Judges: Wheeler, Maltbie, Haines, Hinman, Banks
Filed Date: 6/28/1927
Status: Precedential
Modified Date: 10/19/2024
The appeal is from the sustaining of the demurrer for the reason that the complaint alleges that no written notice of the injury, and the nature and cause thereof, and the time and place of its occurrence, was given by the plaintiff to the defendant until May 2d 1926, and the injury plaintiff is alleged to have suffered occurred on January 19th, 1926. General Statutes, § 1414, prescribes that before an action can be brought against a city for injuries suffered from a defective highway, written notice of the injury shall be given within sixty days thereafter. The giving of this notice is expressly made a condition precedent to the right of action given by the statute. Forbes v.Suffield,
The same interpretation of the statute must have followed had the notice not been given within sixty days after he had become aware of the injury. Paragraph six of the complaint alleges that the plaintiff on January 19th stumbled over the projection of a flagstone upon the sidewalk and fell causing her to suffer an internal injury so that it resulted in her giving birth prematurely to a child who died as a result of the miscarriage. The internal injury is alleged to have been "a condition which could not at that time be determined." Counsel for the plaintiff assumes that the date of the miscarriage and the attendant shock is the beginning of the running of the sixty-day notice. The complaint does not so allege. When the internal injury could have been determined is not alleged. It may have been determined, or been capable of being determined, at any time after the day of the fall, January 20th; if so, the sixty-day period would *Page 396 have begun from that date, and the plaintiff, by not having given the notice until May 2d 1926, as the complaint alleged, would not have given the statutory notice within the prescribed period. If the complaint had alleged that the internal injury suffered in consequence of her fall was not known to the plaintiff, and could not have been known to her until the time of the miscarriage, the question which plaintiff's counsel assumes would be before us.

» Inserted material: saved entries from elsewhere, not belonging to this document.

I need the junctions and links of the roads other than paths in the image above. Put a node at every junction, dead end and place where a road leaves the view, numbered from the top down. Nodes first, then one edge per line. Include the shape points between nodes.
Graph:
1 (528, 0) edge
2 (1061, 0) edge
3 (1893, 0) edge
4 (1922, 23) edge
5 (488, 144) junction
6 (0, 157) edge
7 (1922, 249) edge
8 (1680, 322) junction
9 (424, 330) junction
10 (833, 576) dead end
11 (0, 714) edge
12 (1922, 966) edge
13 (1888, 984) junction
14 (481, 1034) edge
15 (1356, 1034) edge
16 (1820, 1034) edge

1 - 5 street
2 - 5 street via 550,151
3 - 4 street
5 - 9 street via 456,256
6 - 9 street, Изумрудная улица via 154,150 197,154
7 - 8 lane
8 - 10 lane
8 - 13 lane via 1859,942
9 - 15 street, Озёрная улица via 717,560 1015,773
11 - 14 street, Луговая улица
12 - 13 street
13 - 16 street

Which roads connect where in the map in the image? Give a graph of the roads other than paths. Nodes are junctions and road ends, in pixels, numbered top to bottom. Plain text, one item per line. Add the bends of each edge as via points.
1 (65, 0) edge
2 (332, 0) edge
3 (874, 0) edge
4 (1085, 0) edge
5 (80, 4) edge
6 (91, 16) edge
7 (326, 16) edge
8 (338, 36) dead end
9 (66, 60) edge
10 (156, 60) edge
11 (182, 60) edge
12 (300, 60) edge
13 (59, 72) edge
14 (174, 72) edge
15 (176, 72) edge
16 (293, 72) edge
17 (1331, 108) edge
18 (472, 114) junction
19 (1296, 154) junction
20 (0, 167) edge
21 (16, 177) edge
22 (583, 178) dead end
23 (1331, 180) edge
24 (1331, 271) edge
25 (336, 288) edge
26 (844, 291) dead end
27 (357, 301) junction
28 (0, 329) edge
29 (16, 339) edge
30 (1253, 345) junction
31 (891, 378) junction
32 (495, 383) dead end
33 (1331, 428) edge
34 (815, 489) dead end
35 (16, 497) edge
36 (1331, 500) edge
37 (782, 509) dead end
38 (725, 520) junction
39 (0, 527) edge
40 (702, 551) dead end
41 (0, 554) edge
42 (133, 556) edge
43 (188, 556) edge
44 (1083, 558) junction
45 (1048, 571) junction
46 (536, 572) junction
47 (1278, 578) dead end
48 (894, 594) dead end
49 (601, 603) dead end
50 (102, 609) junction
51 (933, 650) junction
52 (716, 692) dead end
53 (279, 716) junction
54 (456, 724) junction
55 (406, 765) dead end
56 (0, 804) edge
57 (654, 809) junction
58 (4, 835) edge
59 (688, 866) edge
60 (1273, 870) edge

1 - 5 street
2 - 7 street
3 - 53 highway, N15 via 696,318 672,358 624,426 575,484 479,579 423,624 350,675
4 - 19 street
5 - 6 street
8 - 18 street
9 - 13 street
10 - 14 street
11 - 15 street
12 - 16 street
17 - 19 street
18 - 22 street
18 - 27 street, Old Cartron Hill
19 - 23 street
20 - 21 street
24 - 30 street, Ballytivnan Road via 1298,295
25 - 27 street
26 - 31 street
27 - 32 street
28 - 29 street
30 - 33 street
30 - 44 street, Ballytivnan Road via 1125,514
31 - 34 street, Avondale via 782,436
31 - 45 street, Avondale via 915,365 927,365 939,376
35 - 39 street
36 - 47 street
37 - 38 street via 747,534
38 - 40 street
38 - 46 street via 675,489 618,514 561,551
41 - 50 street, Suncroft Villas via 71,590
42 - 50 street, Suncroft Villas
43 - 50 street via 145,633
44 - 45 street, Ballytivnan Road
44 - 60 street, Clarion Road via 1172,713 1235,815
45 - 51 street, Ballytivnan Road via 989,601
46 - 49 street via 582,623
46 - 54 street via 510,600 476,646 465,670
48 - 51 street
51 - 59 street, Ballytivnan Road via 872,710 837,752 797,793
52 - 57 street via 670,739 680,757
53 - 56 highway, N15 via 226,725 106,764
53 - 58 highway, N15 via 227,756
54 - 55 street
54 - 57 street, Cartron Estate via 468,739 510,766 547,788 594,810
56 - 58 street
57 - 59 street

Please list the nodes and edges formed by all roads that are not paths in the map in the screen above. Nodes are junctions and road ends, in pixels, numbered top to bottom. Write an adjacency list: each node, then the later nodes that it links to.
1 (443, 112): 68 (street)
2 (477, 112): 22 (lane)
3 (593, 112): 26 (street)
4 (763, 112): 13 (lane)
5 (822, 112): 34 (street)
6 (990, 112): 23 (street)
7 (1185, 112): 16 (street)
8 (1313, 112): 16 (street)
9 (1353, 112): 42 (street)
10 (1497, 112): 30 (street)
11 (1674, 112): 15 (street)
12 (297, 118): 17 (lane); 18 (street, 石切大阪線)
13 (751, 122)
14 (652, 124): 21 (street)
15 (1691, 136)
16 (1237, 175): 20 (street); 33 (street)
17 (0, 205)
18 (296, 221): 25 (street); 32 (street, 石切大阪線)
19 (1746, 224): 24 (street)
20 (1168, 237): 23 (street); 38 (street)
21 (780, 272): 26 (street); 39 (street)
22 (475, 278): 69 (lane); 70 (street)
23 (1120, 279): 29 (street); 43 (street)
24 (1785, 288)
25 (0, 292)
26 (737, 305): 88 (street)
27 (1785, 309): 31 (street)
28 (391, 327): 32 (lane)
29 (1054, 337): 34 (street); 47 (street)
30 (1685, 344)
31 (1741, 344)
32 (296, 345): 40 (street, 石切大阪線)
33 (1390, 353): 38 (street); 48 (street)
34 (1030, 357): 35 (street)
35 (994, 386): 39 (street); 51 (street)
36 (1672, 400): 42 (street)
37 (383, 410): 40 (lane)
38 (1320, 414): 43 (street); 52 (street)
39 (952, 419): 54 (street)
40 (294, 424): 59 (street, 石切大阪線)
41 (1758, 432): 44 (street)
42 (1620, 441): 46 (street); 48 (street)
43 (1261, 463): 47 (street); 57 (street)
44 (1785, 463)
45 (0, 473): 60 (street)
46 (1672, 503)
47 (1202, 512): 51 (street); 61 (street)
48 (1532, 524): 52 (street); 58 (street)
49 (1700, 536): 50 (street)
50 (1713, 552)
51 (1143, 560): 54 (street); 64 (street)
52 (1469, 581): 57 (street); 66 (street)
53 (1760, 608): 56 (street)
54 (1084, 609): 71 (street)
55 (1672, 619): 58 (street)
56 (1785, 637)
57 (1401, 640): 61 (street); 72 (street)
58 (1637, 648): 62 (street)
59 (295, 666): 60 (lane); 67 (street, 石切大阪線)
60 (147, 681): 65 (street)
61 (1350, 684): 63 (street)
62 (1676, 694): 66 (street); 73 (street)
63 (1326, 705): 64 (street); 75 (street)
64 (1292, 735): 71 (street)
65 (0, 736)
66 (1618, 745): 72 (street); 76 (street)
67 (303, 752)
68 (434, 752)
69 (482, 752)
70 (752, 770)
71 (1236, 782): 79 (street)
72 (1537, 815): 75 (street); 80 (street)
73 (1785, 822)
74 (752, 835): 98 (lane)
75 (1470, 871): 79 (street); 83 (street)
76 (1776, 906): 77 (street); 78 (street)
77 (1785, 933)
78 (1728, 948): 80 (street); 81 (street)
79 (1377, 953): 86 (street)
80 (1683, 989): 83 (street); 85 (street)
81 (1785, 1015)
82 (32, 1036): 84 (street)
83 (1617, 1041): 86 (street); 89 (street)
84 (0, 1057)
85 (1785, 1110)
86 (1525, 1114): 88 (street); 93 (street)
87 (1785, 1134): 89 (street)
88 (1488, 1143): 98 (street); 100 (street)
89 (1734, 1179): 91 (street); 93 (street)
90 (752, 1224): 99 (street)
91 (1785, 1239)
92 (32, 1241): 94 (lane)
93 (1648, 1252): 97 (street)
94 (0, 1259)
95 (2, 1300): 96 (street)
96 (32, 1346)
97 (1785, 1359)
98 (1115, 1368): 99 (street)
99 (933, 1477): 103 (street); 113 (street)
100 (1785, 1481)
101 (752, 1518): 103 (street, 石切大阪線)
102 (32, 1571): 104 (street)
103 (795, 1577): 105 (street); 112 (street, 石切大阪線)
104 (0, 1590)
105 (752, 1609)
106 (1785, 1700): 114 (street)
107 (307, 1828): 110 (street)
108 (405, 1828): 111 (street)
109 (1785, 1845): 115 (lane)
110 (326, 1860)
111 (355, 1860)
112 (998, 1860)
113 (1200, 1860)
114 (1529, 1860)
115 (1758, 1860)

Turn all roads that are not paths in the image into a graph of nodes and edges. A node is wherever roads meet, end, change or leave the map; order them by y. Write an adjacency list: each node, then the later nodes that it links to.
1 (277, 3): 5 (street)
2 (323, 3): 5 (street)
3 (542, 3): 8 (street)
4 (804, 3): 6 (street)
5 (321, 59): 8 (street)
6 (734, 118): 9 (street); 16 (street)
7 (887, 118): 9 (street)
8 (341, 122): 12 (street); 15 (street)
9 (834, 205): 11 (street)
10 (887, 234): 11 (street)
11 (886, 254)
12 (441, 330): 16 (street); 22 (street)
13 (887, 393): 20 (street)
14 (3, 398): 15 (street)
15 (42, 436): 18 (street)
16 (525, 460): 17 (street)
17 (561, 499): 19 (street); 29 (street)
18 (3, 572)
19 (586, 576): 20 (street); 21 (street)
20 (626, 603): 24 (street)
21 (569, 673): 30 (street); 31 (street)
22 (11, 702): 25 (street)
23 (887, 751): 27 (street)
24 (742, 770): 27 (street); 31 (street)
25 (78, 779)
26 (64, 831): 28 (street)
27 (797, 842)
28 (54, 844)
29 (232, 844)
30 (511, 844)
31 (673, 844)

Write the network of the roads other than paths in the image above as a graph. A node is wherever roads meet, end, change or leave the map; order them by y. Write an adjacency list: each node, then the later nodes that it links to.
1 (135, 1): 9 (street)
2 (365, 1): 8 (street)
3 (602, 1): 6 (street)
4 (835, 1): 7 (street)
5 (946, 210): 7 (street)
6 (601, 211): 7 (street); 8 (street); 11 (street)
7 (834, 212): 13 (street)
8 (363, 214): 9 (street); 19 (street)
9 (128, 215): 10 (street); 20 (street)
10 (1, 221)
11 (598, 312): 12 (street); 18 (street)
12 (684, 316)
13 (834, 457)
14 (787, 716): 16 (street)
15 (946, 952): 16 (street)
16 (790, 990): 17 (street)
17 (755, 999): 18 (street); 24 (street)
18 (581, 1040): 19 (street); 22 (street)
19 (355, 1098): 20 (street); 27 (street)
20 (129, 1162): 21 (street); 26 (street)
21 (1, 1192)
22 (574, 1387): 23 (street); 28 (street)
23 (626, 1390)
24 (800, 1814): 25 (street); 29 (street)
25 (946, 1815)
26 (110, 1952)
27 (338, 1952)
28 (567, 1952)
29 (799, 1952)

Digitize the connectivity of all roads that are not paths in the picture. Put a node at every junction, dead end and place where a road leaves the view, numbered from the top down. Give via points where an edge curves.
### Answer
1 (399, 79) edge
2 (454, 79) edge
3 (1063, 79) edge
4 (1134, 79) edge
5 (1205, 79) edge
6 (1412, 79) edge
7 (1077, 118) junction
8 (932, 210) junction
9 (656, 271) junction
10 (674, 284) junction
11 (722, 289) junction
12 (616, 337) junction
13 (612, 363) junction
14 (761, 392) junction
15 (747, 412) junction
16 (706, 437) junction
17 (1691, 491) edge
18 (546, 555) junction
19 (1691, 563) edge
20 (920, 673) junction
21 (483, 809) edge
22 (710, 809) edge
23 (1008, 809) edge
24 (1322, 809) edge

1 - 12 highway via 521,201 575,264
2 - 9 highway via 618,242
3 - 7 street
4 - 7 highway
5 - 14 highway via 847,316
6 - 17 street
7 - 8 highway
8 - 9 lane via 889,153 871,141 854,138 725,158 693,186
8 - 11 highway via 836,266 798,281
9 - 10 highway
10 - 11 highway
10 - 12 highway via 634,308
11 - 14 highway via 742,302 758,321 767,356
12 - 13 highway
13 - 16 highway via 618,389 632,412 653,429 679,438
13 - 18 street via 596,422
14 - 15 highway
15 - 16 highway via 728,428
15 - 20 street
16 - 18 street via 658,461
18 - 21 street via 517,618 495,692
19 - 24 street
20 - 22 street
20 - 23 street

The complaint does not allege that the plaintiff gave the required notice within sixty days from the time she knew or ought to have known of the internal injury. Whether or not the sixty-day period begins to run from the date of the injury, regardless of whether it were known, or ought to have been known to the plaintiff, we do not consider or determine, since the record does not involve it.
There is no error.
In this opinion the other judges concurred.